My own experience with UniSwap stems from the original Wrapped Hive by @fbslo. I just jumped in on that as a complete experiment. I wrapped some Hive, I paired it with ETH in what was a financially irresponsible and loss making experiment with Uni. I added $92.96 worth of liquidity as 0.119 ETH and 169.551 WHIVE to UniSwap 227 days ago. I don't even want to know what fees I paid (or even worse, how much that ETH would be worth now). I added some more a few days later with $352.13 as 0.453 ETH and 670 WHIVE. Again, the fees probably made this silly at those levels but I did it to try to get my head around DeFi.

Imagine my surprise when a few weeks later the airdrop of 400 UNI arrived and purely because of that experiment I received $4 x 400! Uni is now at $30 and I largely held it to this point having now swapped some for BNB (another great and lucky move) and Cub on CubDefi.

Mostly due to the rise in the value of UNI and ETH and various other experimental moves (and nothing to do with me understanding DeFi) I have $10k+ on Uniswap! I'm under no illusions however, Part of that windfall exists (as I understand it) because of VC money going in to Uniswap.

I've now taken some of the Uni and the knowledge and moved funds over to CubDefi on @leofinance and have a nice little farming portfolio going on.

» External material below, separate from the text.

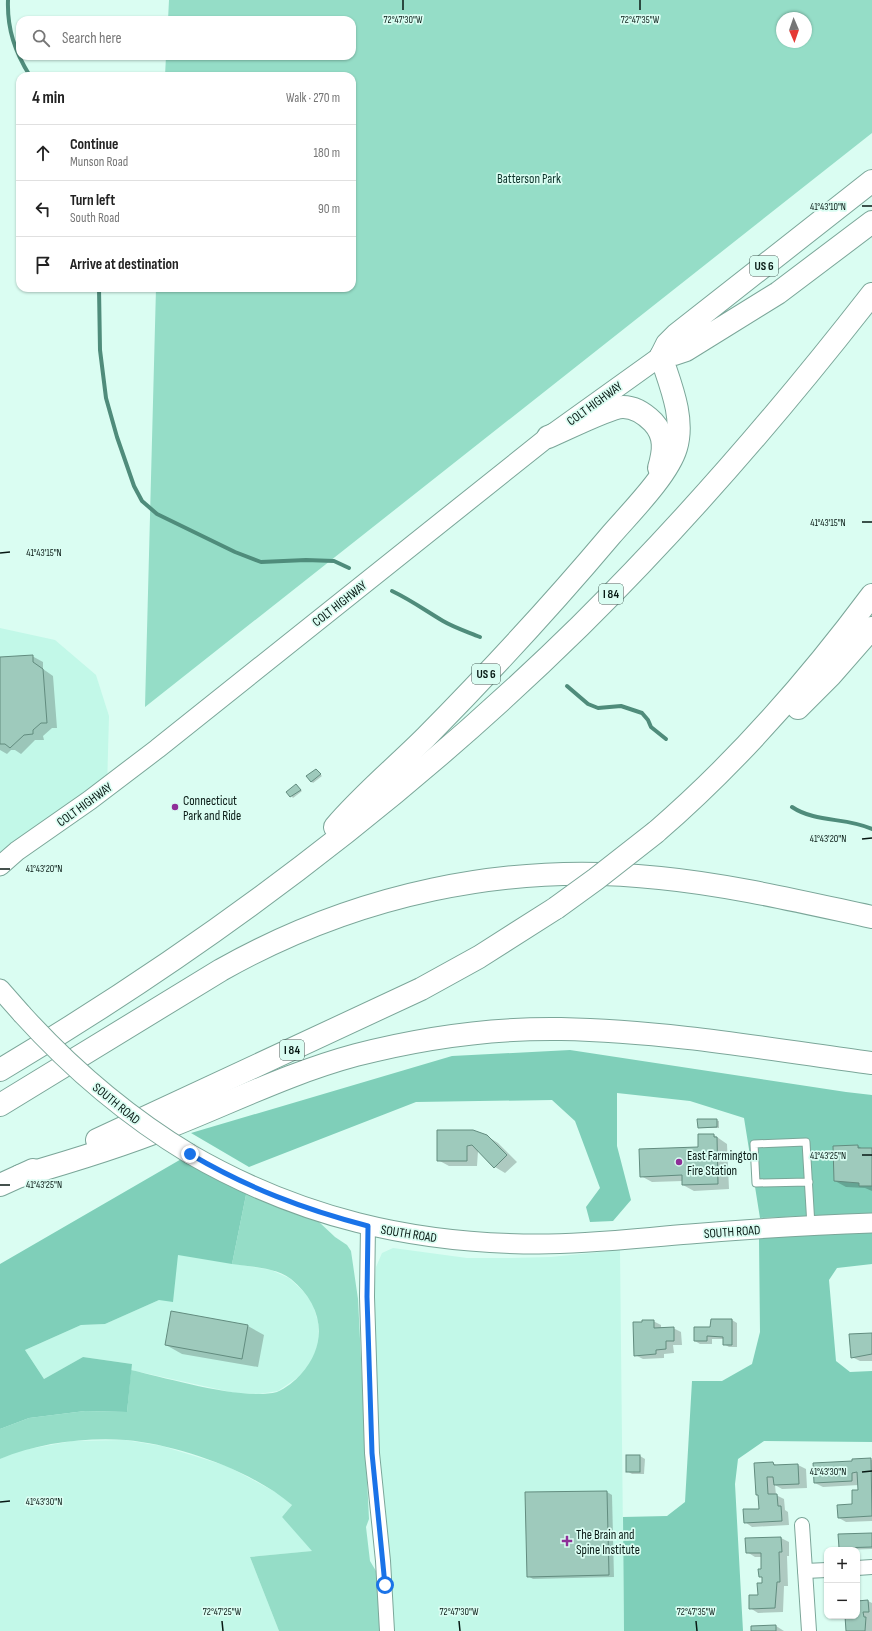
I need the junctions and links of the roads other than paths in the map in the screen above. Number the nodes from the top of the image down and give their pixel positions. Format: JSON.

The reason I link this with what @adamcurry said on the podcast about Lightning is that the problems with liquidity and routing will only truly be solved once there is a strong financial need to do it.

He mentioned the Satoshi's Stream service which quickly sprang up to act as a proxy wallet for podcasters who want to experiment with the Value 4 Value block payments for their Podcasts. They exist (and came into existence very quickly) because of the fee they can charge:

Withdrawal fee is 3% for the service + 1 % to PodcastIndex for a total of 4%

That seems fair to me and good luck to them.

As we know here on Hive, when you manage to correctly align needs and financial incentives, all sorts of good stuff happens organically. The forthcoming WhitePaper from @threespeak I believe is going to lay this out very well for their very broad vision of a massive content storage and delivery platform.

I haven't got deep into Lightning yet, I'm probably going to pick up a Raspberry Pi 4 next week and try to set up my own node, but I don't see enough financial incentive to lock in the kind of capital we're going to need if it really serves as the basis of Podcasting 2.0's streaming value system. That's not to say they can't do it, but there's going to need to be a laser focus on making that happen.

The second part of Lightning Network that seems to need work is the manual labour of opening and balancing channels. This seems to be a long way from being automated. This skill and labour will need to be rewarded.

I may have many misconceptions and would love to hear from experts on the Lightning Network about those. Please let me know if I've homed in on the issues or I'm missing the point!